I know there are those 2 types of memory virtual and physical, and MMU mapping between them, but WHAT I can't understand is WHERE are stored those virtual addresses if they are "virtual". Admitting I have 1 process and he has something to read at his virtual address 0x00000004 then the MMU is going to map this virtual address to 0xSomeWhere in the real physical address. What I want to know is WHERE is this information stored --> 0x00000004 <-- because somewhere there MUST be those bits 00000000000000000000000000000100.
Admitting I have another similar process and he also has an instruction to read at his virtual address 0x00000004, where is this one? How are separated the 2 processes?
Just like array indexes, virtual addresses are usually1 not stored anywhere; they're implicit. The virtual address is used as a index into the page table to look up the physical address.

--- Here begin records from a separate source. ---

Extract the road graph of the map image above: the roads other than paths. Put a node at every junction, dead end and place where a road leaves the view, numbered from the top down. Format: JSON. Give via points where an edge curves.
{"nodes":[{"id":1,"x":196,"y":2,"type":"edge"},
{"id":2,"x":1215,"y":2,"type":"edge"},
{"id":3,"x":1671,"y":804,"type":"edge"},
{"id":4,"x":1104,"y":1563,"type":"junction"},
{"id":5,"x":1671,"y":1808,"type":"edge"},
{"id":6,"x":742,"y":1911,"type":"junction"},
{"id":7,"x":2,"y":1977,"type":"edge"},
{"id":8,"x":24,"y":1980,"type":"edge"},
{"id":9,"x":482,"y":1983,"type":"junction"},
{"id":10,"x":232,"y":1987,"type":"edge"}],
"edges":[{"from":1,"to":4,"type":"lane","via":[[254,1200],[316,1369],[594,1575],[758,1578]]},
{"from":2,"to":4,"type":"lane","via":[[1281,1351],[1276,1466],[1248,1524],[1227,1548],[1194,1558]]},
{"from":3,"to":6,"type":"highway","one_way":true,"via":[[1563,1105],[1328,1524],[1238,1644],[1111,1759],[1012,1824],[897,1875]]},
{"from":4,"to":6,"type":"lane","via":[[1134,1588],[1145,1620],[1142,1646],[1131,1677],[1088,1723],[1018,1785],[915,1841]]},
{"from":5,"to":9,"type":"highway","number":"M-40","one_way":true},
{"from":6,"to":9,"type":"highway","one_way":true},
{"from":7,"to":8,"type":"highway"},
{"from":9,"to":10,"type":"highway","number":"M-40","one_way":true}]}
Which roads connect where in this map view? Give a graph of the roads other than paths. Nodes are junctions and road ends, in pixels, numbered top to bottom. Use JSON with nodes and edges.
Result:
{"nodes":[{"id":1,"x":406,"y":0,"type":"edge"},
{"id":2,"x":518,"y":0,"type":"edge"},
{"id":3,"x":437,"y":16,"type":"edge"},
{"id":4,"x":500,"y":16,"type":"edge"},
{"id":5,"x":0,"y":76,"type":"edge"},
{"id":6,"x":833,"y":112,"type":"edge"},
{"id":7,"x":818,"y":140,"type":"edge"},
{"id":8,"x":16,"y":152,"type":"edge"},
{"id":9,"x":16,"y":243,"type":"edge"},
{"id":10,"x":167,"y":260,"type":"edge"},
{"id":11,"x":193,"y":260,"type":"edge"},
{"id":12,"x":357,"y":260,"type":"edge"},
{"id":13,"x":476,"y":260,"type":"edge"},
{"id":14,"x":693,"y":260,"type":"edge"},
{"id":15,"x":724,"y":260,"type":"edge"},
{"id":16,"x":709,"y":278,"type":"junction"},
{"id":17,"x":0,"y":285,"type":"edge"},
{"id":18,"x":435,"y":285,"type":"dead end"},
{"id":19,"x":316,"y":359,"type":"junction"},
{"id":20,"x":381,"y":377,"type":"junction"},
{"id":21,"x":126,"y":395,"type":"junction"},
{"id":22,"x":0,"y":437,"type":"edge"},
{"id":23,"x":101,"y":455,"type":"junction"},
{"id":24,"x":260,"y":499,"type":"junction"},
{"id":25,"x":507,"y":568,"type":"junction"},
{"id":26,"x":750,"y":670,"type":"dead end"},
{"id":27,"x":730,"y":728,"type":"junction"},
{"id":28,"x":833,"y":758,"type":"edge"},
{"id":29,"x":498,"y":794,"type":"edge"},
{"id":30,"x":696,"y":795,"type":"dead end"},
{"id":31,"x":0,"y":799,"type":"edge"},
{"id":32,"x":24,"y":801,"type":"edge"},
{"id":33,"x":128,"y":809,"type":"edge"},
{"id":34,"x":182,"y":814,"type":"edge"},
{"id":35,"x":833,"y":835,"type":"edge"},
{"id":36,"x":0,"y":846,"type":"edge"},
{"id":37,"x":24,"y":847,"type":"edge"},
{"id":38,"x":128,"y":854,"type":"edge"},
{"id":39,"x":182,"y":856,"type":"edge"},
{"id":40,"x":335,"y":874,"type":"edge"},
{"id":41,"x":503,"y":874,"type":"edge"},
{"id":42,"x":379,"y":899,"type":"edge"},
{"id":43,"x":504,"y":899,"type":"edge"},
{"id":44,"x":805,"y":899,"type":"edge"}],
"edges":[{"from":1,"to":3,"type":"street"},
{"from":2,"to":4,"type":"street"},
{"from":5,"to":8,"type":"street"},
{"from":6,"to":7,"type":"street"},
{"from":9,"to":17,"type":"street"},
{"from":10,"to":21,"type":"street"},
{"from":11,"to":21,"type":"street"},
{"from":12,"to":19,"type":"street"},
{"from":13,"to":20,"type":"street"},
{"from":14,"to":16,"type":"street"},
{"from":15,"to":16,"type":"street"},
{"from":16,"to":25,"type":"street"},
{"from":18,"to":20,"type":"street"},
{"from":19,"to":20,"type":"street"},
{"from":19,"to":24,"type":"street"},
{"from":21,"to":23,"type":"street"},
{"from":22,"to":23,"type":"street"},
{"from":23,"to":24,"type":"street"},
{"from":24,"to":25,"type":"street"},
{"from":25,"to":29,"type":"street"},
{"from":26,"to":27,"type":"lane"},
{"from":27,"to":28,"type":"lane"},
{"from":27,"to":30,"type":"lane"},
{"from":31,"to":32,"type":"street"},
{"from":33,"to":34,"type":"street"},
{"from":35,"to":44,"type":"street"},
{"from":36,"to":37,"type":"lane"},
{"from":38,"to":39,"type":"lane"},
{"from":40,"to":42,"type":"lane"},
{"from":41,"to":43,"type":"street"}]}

1It actually depends on the MMU implementation. Some, such the a PowerPC/Power architecture use a hashing scheme that does involve actually storing virtual addresses in the page table instead of physical addresses
The virtual addresses are just the addresses in the program image and the CPU registers. User code running on a machine with an MMU doesn't care about the VA-PA mapping, it just has what it believes to be it's own address space. So the PC contains a virtual address, the stack pointer is to a virtual address, etc.
In some sense, it is the PA which is more abstract to the machine. PA is some arbitrary external location, which only the kernel software knows/cares about. (There are other tasks of the mmu, but this covers your question)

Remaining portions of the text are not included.